### [Data in this exercise]
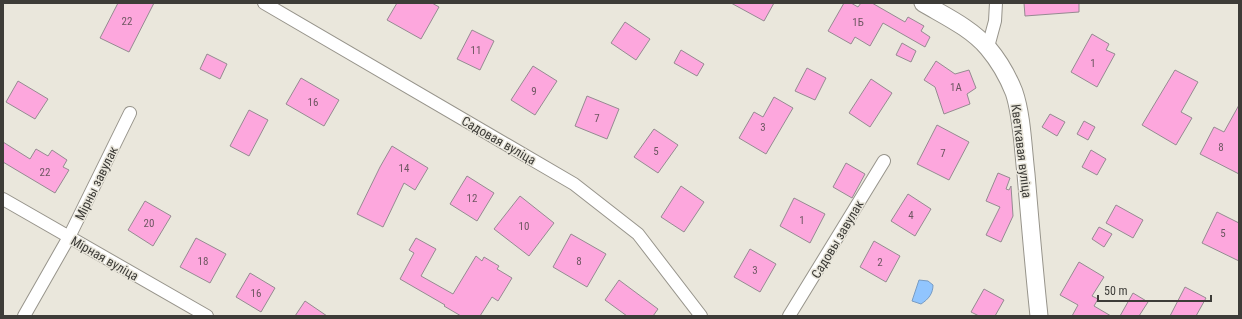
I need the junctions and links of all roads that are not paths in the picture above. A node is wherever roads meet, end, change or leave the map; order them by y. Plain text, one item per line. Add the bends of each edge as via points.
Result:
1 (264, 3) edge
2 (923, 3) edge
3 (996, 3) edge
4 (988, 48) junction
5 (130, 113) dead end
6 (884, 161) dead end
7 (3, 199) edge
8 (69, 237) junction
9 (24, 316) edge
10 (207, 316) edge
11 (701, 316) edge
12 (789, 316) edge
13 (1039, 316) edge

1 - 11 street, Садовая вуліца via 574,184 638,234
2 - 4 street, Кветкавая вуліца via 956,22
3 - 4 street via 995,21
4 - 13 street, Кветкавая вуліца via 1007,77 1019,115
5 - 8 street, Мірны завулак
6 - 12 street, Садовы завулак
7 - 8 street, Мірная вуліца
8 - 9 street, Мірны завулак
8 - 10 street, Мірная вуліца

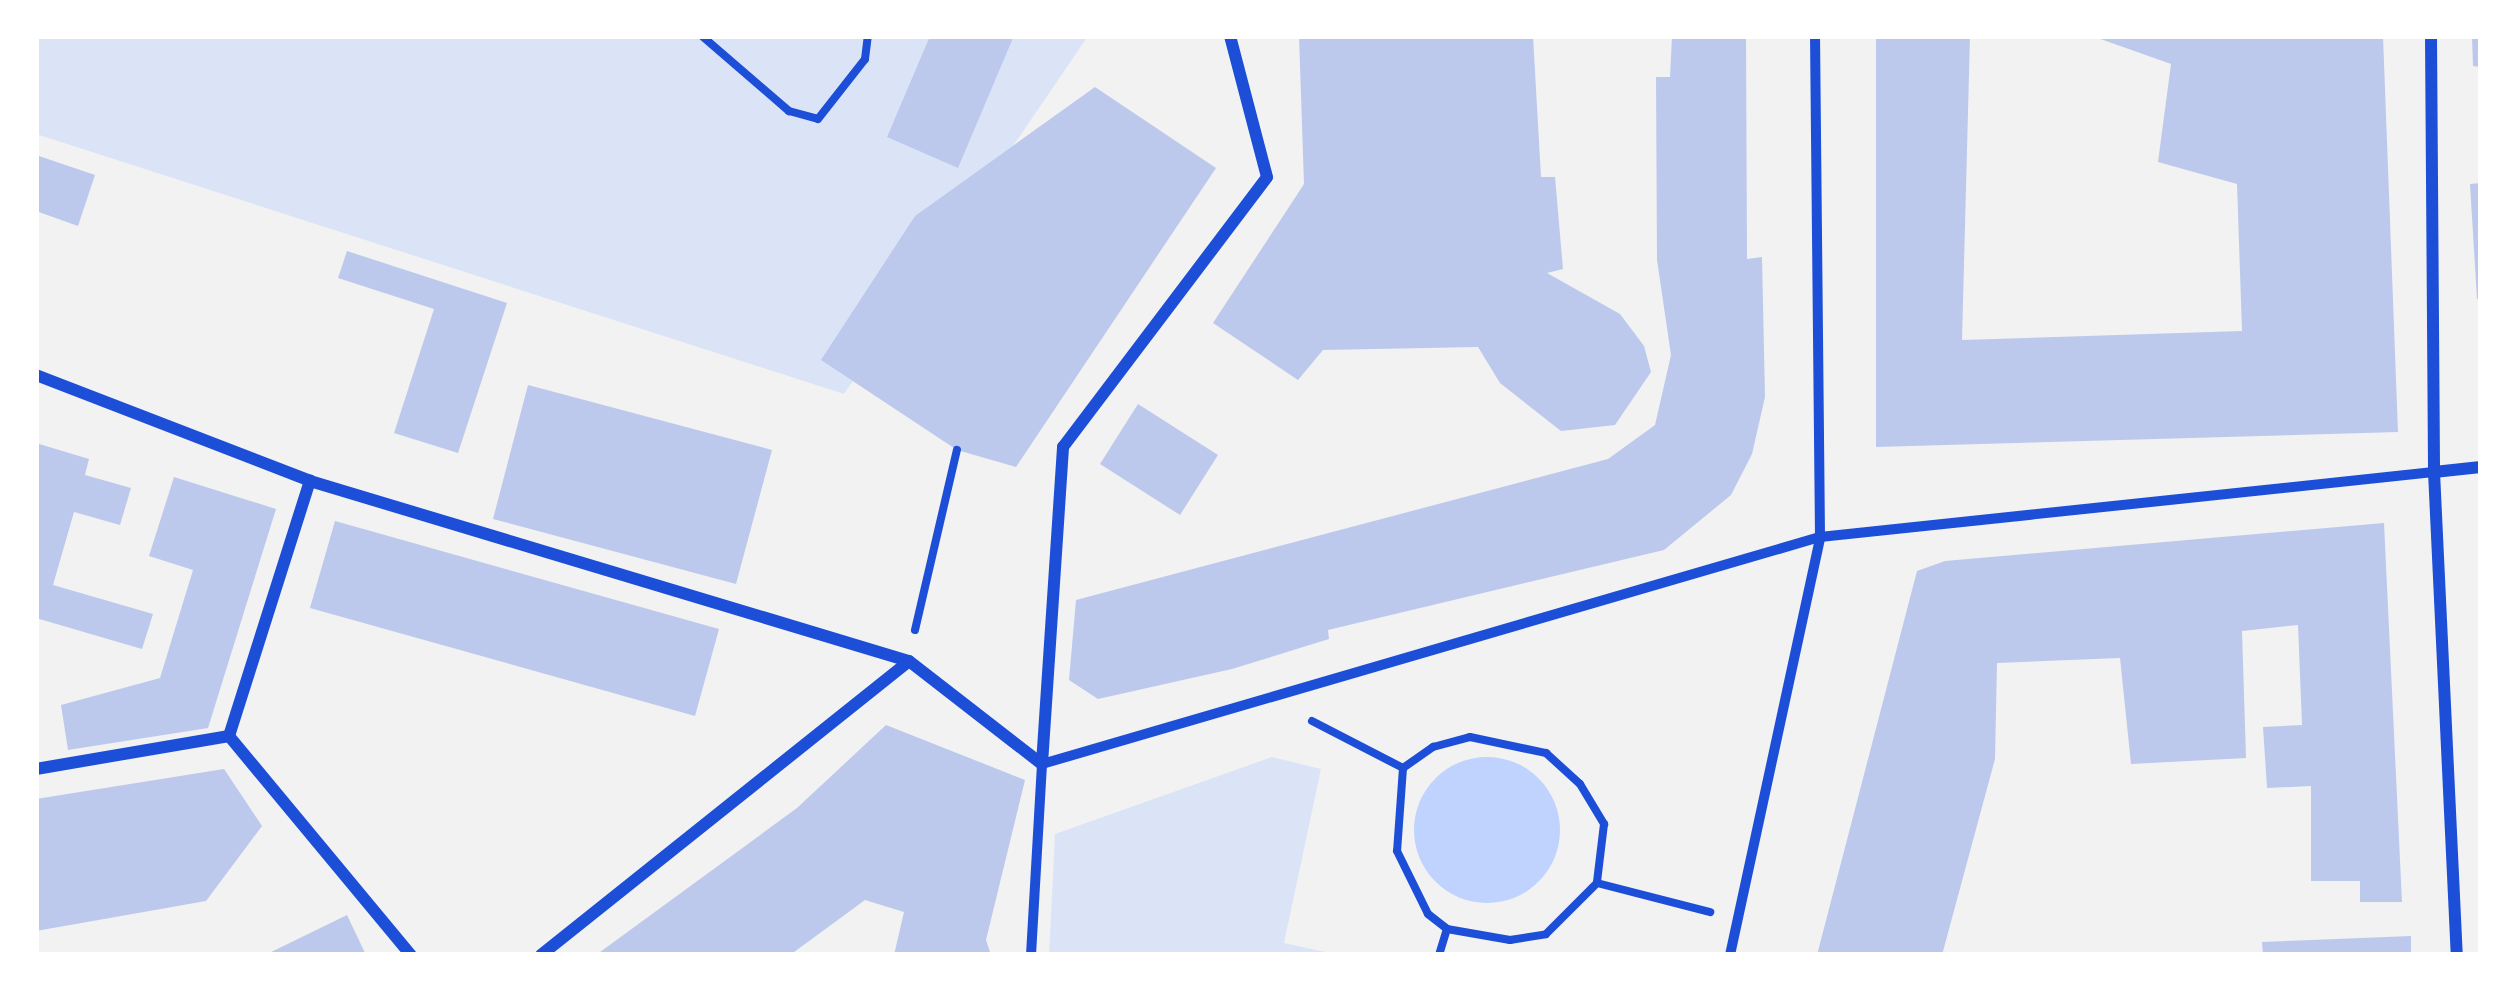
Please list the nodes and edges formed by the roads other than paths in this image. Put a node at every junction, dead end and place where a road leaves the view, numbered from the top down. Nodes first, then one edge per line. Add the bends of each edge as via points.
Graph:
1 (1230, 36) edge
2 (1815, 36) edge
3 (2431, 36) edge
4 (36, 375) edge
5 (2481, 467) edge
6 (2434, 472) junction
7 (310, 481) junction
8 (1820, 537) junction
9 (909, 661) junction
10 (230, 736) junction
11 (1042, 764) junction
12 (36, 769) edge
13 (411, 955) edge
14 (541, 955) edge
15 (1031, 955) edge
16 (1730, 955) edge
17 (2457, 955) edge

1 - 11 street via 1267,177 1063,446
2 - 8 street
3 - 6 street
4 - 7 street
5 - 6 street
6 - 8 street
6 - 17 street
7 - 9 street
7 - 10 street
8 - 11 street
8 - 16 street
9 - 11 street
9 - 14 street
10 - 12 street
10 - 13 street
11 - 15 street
...
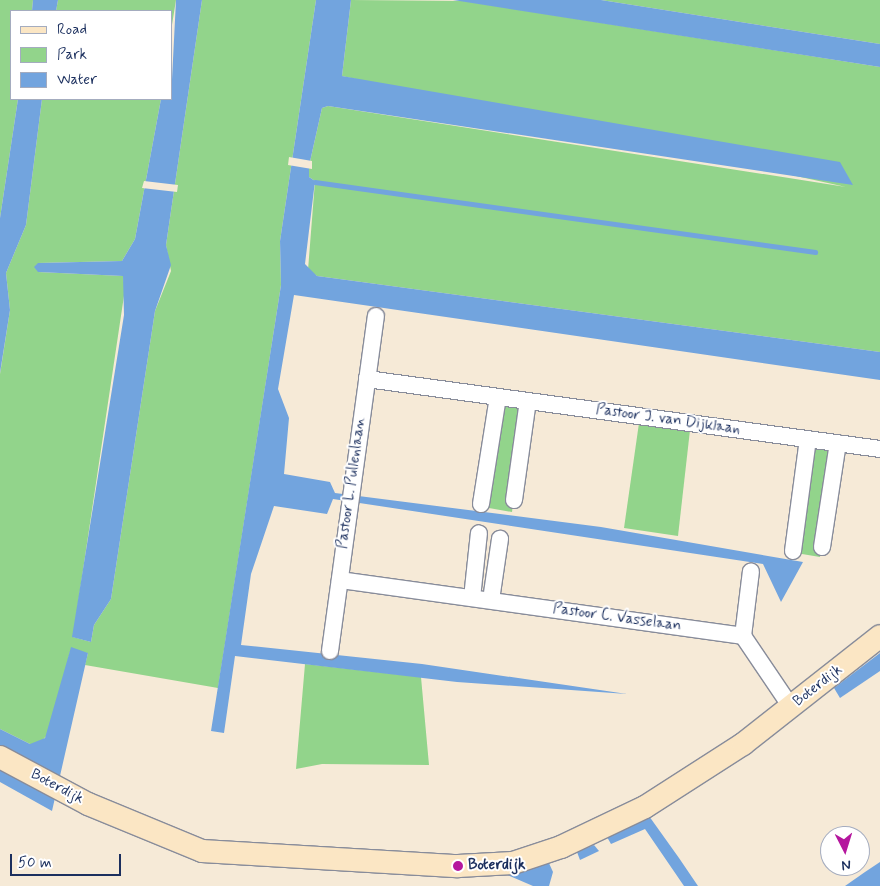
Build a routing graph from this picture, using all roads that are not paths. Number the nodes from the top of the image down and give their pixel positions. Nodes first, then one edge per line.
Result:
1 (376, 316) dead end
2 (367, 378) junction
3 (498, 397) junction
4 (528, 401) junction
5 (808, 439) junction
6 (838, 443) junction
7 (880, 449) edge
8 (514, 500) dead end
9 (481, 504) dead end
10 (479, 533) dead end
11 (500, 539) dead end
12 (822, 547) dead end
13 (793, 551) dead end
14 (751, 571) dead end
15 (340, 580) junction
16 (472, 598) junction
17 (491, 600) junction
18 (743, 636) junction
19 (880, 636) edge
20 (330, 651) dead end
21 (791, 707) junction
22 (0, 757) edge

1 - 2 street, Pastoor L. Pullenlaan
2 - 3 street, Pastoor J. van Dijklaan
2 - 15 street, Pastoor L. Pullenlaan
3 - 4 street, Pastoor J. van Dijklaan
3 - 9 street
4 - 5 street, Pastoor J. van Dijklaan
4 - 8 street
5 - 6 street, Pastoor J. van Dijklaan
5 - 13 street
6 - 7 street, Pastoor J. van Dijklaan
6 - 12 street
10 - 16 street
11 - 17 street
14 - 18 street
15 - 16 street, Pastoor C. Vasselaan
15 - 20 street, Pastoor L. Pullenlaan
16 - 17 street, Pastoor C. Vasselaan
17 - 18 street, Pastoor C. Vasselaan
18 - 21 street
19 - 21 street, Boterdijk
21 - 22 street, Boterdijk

### [What is being asked]
Go through the listing above, and whenever a line holds the word "nodes", copy it.

### [Result for this task]
Please list the nodes and edges formed by the roads other than paths in this image. Put a node at every junction, dead end and place where a road leaves the view, numbered from the top down. Nodes first, then one edge per line. Add the bends of each edge as via points.
Build a routing graph from this picture, using all roads that are not paths. Number the nodes from the top of the image down and give their pixel positions. Nodes first, then one edge per line.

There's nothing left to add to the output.